(Saved entries)
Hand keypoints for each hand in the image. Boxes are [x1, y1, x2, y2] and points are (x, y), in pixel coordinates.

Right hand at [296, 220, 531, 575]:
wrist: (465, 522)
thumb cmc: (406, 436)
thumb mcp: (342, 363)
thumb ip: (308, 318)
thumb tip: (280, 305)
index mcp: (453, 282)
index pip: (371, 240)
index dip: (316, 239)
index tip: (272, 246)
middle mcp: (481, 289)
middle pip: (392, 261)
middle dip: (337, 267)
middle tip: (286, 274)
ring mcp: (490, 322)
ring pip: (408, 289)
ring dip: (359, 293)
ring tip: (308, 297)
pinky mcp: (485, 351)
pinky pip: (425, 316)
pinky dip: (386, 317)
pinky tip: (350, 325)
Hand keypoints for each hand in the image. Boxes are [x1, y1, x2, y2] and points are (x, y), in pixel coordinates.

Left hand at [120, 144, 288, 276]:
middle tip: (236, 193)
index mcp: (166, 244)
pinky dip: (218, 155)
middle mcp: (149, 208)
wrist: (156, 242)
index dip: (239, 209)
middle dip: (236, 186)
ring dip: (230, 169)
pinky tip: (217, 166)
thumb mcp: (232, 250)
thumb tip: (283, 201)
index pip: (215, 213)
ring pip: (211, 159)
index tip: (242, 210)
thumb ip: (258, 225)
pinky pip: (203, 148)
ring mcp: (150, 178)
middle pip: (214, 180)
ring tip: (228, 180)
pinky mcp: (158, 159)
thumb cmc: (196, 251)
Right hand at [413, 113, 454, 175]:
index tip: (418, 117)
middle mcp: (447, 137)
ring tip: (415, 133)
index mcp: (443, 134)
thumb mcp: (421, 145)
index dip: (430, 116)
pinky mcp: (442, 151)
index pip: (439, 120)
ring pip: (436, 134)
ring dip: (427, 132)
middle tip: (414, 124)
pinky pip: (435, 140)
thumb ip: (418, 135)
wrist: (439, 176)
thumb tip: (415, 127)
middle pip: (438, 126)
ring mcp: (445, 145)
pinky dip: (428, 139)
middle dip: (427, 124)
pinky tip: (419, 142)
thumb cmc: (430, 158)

## Work instructions:
Say only how many lines in the records carry the word "thumb".

## Response to the task:
12